What the task asks: Copy out each line in the listing below where the word "paths" appears.

- Opening Delimiter -

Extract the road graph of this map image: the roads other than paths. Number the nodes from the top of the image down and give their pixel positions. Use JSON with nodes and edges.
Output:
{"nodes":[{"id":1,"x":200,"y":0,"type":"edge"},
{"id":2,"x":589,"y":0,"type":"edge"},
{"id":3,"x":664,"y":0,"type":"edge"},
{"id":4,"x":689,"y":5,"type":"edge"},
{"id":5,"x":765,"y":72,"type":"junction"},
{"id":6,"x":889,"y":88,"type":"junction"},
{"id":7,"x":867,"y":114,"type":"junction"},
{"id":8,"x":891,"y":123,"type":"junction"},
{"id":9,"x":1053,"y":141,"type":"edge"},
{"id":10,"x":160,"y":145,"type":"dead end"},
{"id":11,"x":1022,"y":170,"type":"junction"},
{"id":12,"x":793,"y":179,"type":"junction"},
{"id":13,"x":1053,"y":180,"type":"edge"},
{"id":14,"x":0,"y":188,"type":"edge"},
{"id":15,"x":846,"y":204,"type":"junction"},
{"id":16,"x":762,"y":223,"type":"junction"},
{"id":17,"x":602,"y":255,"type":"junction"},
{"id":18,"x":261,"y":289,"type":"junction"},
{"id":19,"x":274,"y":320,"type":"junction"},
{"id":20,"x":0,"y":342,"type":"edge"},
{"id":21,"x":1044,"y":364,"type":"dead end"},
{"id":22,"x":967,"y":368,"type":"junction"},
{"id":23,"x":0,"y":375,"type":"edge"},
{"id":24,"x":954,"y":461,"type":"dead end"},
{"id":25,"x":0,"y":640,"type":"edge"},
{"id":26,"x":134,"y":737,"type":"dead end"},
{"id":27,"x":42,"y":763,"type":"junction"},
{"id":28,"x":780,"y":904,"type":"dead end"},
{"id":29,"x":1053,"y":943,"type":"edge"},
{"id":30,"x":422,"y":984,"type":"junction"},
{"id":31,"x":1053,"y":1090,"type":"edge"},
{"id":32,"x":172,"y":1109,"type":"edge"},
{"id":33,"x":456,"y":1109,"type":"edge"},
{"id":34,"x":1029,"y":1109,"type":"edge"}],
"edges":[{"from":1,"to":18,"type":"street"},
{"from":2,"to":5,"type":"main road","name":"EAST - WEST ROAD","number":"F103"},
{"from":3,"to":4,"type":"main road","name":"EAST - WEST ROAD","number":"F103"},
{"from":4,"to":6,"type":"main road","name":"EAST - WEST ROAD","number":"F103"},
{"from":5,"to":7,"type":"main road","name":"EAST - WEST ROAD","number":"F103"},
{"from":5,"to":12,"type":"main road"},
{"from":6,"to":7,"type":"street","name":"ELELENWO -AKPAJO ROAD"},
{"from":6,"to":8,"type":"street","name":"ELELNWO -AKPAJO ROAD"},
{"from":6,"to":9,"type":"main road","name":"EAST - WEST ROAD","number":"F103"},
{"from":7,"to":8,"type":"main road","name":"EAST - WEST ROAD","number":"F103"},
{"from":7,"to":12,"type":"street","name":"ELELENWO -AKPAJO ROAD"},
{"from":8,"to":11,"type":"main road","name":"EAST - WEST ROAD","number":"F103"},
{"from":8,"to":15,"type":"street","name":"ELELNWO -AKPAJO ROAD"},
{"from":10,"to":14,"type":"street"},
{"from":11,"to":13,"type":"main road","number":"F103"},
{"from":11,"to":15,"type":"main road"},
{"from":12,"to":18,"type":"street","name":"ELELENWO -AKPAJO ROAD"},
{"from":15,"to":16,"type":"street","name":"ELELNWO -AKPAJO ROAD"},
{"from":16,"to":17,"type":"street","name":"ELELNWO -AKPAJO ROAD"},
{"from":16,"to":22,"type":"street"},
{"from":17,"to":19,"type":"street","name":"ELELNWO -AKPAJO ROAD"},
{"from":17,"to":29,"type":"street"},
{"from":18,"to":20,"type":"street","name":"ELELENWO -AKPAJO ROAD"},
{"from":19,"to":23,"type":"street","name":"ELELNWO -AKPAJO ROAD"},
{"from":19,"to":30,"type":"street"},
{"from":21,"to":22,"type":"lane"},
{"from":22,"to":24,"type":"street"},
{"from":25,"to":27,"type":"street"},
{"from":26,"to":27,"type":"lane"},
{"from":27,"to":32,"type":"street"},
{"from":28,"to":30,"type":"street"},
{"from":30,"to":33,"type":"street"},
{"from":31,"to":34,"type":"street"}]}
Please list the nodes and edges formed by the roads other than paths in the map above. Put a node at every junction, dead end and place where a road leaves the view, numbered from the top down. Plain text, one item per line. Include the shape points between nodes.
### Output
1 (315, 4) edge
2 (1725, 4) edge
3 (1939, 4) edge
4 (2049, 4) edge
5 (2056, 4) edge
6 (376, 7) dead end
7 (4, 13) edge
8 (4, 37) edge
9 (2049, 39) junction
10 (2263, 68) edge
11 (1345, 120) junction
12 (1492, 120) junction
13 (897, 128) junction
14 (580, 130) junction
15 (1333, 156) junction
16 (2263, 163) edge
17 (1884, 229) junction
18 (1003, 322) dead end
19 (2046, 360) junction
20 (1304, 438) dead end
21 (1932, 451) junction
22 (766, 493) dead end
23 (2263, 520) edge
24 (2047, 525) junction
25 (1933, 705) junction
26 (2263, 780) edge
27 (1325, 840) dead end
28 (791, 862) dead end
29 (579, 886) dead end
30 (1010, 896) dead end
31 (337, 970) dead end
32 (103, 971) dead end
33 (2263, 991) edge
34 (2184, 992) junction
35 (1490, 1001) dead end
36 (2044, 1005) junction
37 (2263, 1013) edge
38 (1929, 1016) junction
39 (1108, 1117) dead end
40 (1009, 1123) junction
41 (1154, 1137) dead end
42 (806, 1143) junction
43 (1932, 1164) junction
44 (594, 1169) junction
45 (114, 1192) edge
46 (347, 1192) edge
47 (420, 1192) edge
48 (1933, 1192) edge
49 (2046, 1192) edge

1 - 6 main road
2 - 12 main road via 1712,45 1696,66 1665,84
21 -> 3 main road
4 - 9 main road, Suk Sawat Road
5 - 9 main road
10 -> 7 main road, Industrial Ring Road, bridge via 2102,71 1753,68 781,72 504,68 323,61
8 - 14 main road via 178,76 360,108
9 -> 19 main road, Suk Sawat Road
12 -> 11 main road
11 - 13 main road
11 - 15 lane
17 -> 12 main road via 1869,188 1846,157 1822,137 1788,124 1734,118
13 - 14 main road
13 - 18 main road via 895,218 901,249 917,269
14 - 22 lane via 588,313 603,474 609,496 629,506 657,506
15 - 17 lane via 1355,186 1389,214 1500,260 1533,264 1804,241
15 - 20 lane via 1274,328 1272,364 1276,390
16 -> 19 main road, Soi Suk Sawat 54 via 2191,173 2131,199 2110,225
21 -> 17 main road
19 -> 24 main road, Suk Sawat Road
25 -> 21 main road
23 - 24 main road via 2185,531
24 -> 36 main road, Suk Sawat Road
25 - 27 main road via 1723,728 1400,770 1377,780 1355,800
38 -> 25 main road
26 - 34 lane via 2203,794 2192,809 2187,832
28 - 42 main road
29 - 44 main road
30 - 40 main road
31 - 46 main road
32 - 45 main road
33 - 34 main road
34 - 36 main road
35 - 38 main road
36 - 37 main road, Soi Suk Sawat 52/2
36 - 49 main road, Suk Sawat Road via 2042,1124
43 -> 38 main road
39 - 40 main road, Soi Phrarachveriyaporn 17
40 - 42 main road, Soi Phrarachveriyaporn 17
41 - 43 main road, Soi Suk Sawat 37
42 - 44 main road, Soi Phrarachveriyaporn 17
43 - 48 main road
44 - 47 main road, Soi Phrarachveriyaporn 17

- Closing Delimiter -

Result of this exercise:
Extract the road graph of this map image: the roads other than paths. Number the nodes from the top of the image down and give their pixel positions. Use JSON with nodes and edges.
Please list the nodes and edges formed by the roads other than paths in the map above. Put a node at every junction, dead end and place where a road leaves the view, numbered from the top down. Plain text, one item per line. Include the shape points between nodes.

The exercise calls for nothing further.